Redemption of Royals (Royal #1: Book 3) | ✔

-• different but real•-

Taranya

It's hard to believe he's the same man I can't stand, because walking with him feels like the opposite. He's a quiet man. Contrary to his effect in my life; chaotic. I wonder if he knows it, and if he does, why is he so merciless towards my peace. He never lets it stay. Around him feels like the world is closing up into a dark, never-ending hole.

I never fancied abrupt beginnings, but he's all that an abrupt beginning consists of. Nebulous, unexpected, strange, forced, unsteady, but novel, to the point of being bizzare, and yet determined, powerful, as if the universe is devoted towards him, for he is the central force, changing the tides, manipulating the stars, illuminating the skies, and bending over the mountains.

Silly, isn't it?

The thought itself is unrealistic. But you'd glance once at him, and you'd realise to make that happen, he wouldn't need to command anyone. In his presence, it'll just happen.

He was right.

In a changed scenario, where our reality is the lie of an alternate universe, we'd have met like the normal folks, and I'd have committed myself to this man for every life along with the existing one.

The thought of impossible is often perceived as a regret. If things can't be changed, we humans fail to accept it as such. I wonder why. Whether it's the guilt of not being capable enough, or the anger of not having people capable enough to make it happen with you. Maybe both.

I wish I can blame him for all the wrong he has done. But something holds me back. How would he ever do the right thing, when he was never taught to choose the right thing? The way he expressed what kind of man he'd have become if he wasn't who he is squeezed a chord in my chest. Doesn't that mean he acknowledges his wrong? His mistakes? You can accuse a perpetrator once, twice, maybe forever if he never accepts his crimes, but how long would you rant the same thing to the man who is reflecting, introspecting and acknowledging the wrong he has done, and is even willing to change?

I can forgive him. I can.
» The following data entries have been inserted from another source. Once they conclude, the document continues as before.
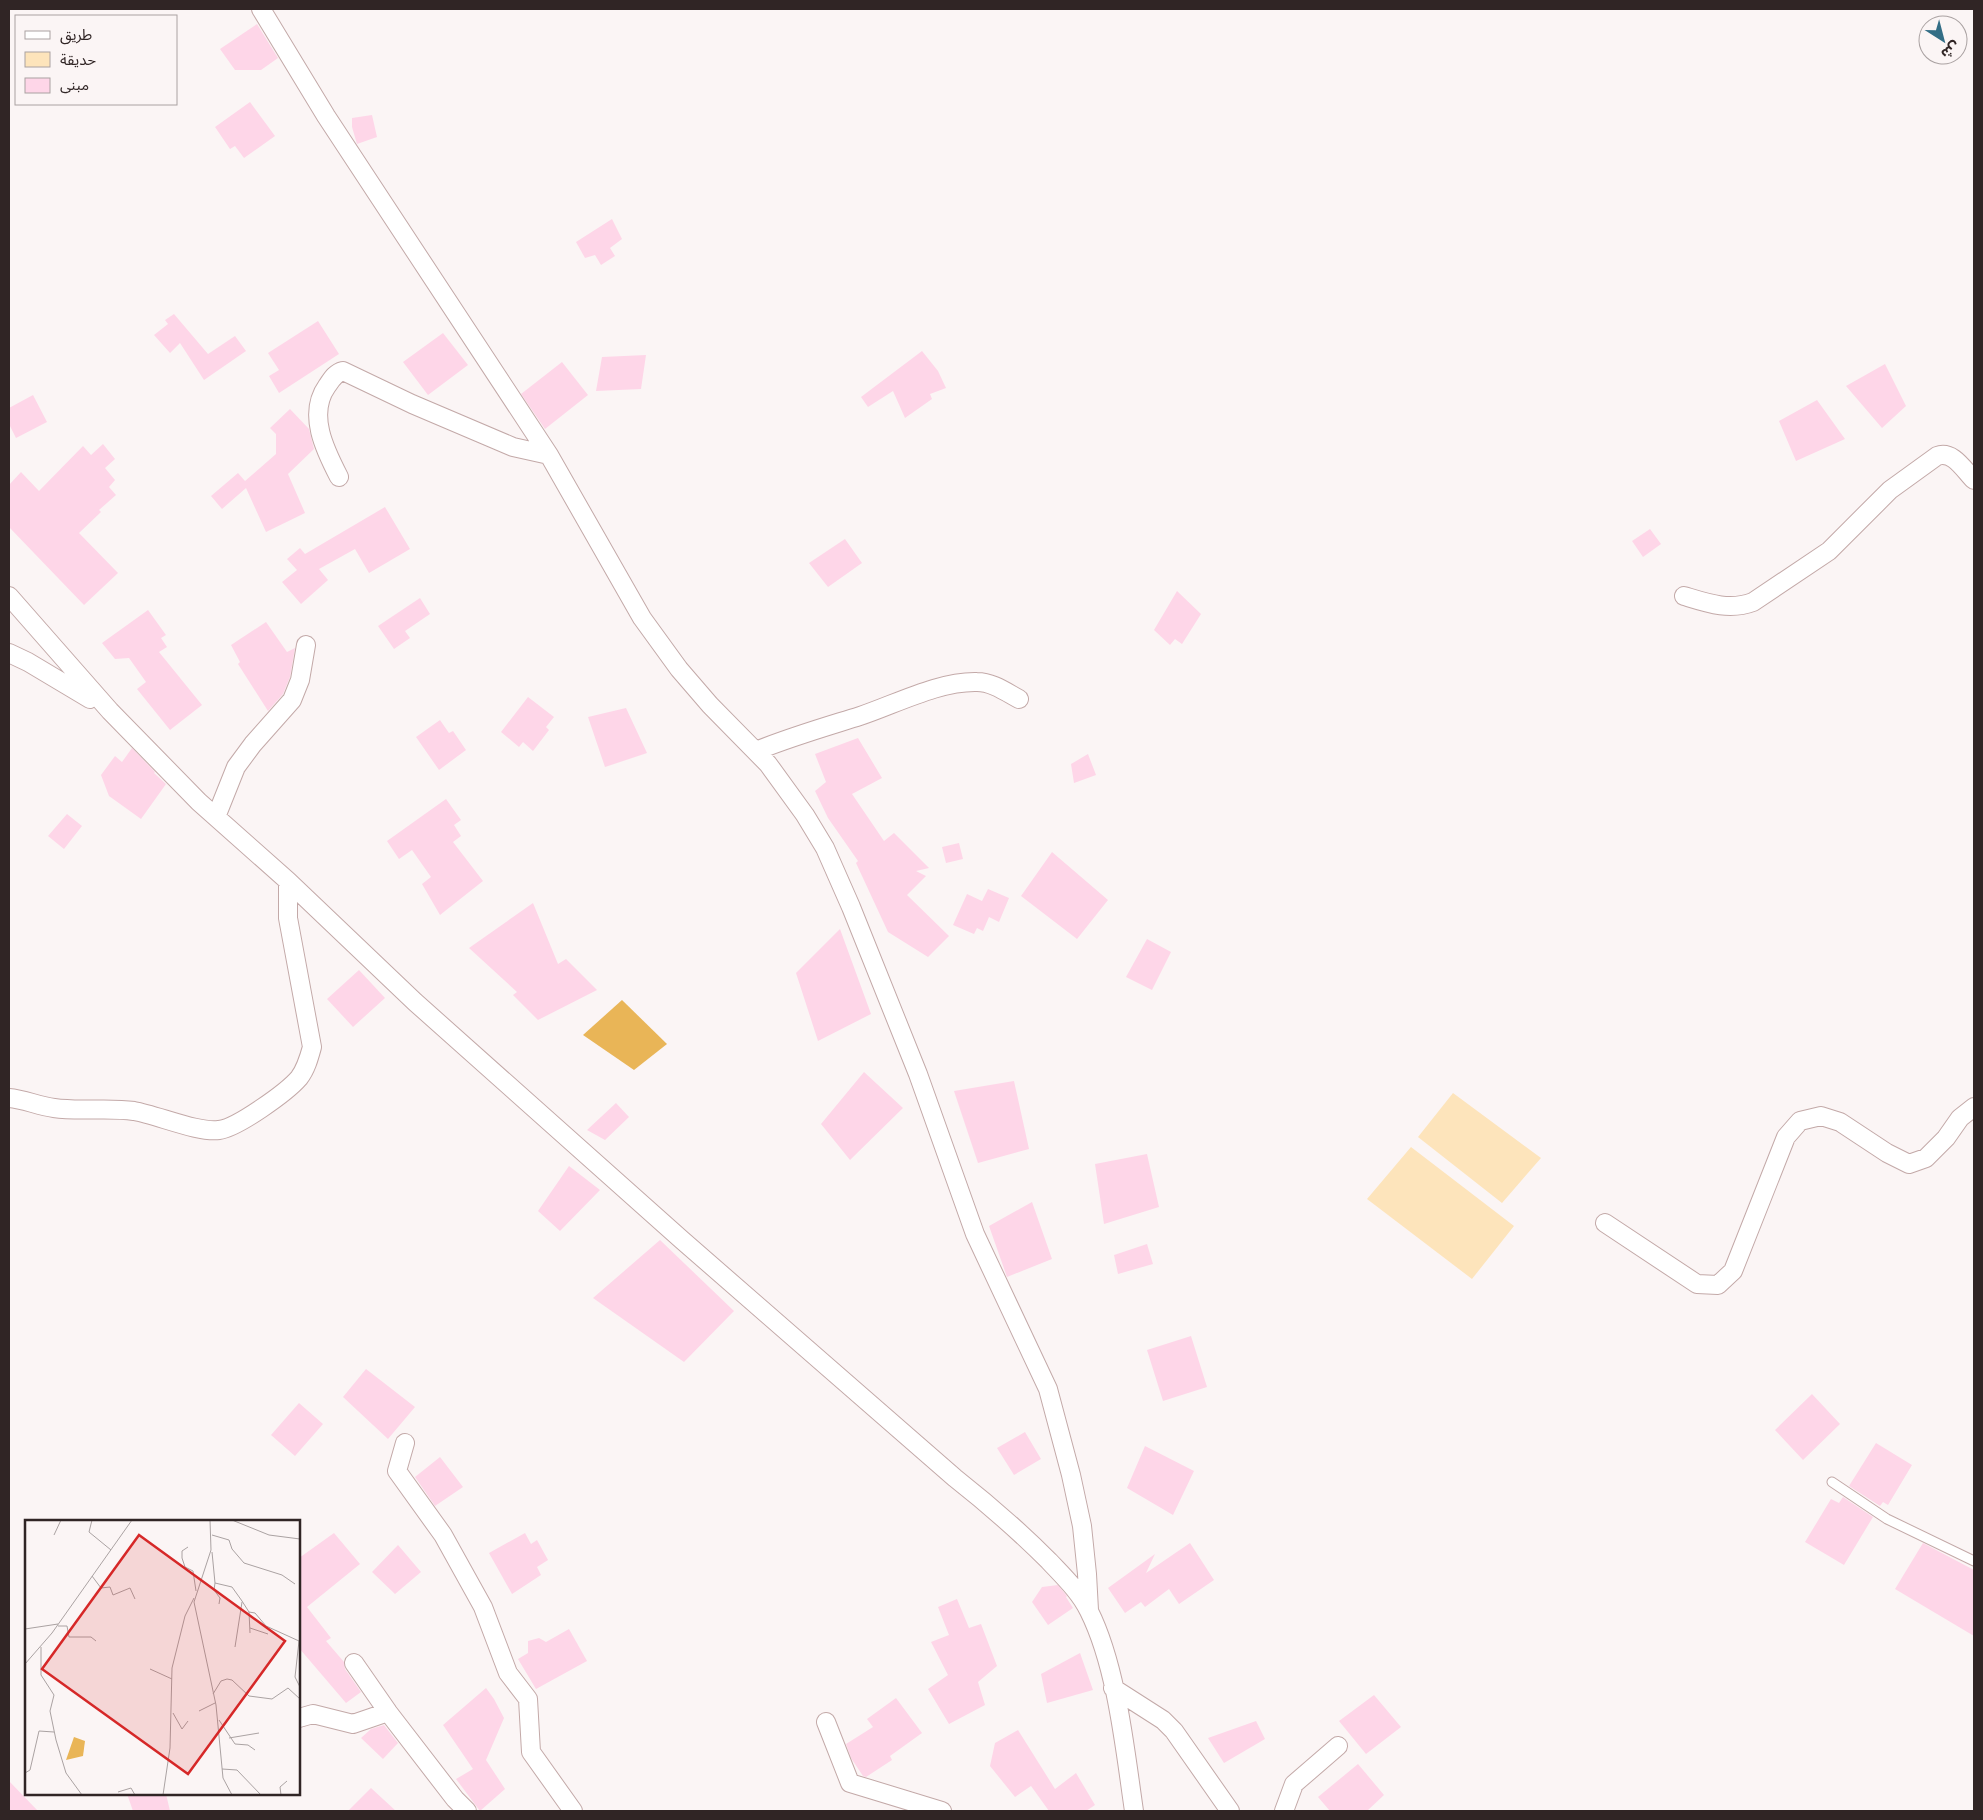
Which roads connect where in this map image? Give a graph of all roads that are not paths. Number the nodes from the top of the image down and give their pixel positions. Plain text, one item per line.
1 (261, 9) edge
2 (549, 455) junction
3 (339, 477) dead end
4 (1974, 480) edge
5 (9, 596) edge
6 (1684, 596) dead end
7 (306, 644) dead end
8 (9, 654) edge
9 (1019, 699) dead end
10 (110, 711) junction
11 (756, 751) junction
12 (216, 817) junction
13 (288, 882) junction
14 (9, 1098) edge
15 (1974, 1107) edge
16 (1606, 1223) dead end
17 (405, 1443) dead end
18 (1832, 1482) dead end
19 (1974, 1561) edge
20 (1089, 1610) junction
21 (354, 1663) dead end
22 (1113, 1688) junction
23 (388, 1712) junction
24 (300, 1718) edge
25 (826, 1722) dead end
26 (1338, 1746) dead end
27 (467, 1811) edge
28 (573, 1811) edge
29 (942, 1811) edge
30 (1134, 1811) edge
31 (1230, 1811) edge
32 (1284, 1811) edge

I know I'm capable of. But he expects more. He expects another chance. Maybe that's what stops me from forgiving him. I'd be giving him a hope. And I'm not strong enough yet. I'm not strong enough to put my trust in his hands and wait patiently to see whether he crushes it again or cradles it close to his chest and cherishes it forever.

Faith is a miracle. And miracles don't happen at one's will. It happens at one's actions, their conviction, their efforts, and most importantly, at the cost of their time.

In this fast, instant type of world, where trends are more popular than authenticity, and relationships are tested based on materialistic trades, no one's willing to wait. People move on fast.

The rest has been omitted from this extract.